Dans un pays qui cherche à préserver ses équilibres, l’efficacité passera par l’inclusion, la transparence et la retenue. La lutte contre les discours haineux est un impératif. Mais sa mise en œuvre doit être d’autant plus rigoureuse qu’elle touche à la foi, à la dignité, à l’identité et à la liberté d’expression.
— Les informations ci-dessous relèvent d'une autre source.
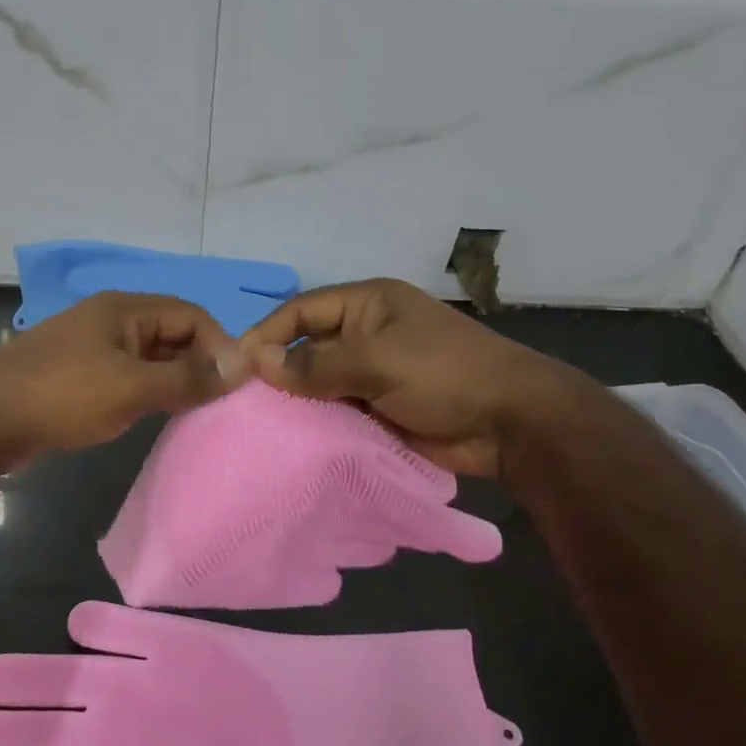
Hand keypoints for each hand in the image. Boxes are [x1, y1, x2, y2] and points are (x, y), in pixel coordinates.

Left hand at [0, 292, 249, 469]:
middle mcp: (111, 321)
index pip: (191, 315)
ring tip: (197, 413)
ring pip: (150, 358)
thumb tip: (243, 365)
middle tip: (221, 403)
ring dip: (175, 380)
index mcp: (125, 309)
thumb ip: (188, 377)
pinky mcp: (78, 378)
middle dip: (199, 363)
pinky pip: (128, 377)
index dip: (219, 344)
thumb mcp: (132, 386)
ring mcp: (92, 349)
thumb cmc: (61, 395)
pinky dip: (149, 393)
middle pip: (171, 334)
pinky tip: (156, 418)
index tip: (236, 384)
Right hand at [240, 278, 588, 478]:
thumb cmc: (444, 373)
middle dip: (277, 370)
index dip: (267, 333)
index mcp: (367, 305)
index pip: (302, 311)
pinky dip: (316, 423)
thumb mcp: (377, 359)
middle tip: (238, 399)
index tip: (235, 363)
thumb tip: (258, 360)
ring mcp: (373, 374)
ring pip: (319, 383)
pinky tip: (288, 440)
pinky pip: (336, 412)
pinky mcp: (378, 410)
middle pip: (307, 347)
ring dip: (295, 401)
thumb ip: (316, 362)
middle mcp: (365, 334)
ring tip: (254, 423)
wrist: (510, 424)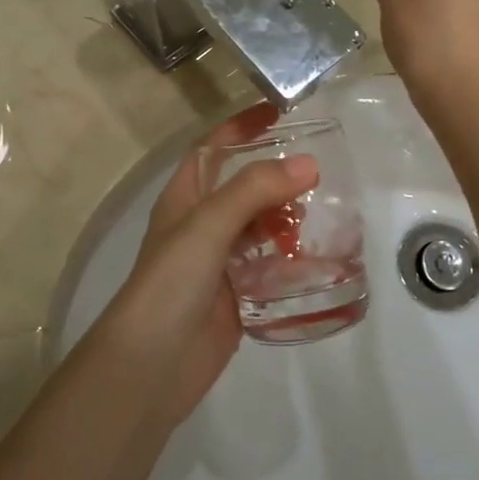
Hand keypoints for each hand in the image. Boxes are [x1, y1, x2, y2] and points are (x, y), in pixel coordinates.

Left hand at [101, 107, 319, 425]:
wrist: (150, 367)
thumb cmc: (170, 283)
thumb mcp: (207, 225)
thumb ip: (254, 190)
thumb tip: (308, 163)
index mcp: (185, 198)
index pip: (213, 148)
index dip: (241, 127)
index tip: (280, 112)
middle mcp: (201, 225)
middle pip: (243, 188)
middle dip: (276, 178)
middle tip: (320, 172)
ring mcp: (219, 263)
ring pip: (260, 230)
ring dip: (288, 220)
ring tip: (328, 216)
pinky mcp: (237, 298)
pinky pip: (270, 270)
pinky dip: (292, 263)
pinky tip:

Chute — Apaiser sans contraindre

Au Mali, la religion demeure à la fois un facteur de cohésion et un territoire de sensibilités. La prévention des discours haineux constitue une exigence légitime, mais elle ne saurait se construire durablement au détriment de la confiance sociale ni de la pluralité spirituelle.

Si l’annonce d’un comité ouvre une opportunité, sa réussite dépendra d’un principe simple : protéger sans exclure, apaiser sans imposer, rassembler sans sélectionner. La cohésion nationale ne se décrète pas ; elle se construit, patiemment, par l’écoute, l’équité et la reconnaissance de toutes les sensibilités.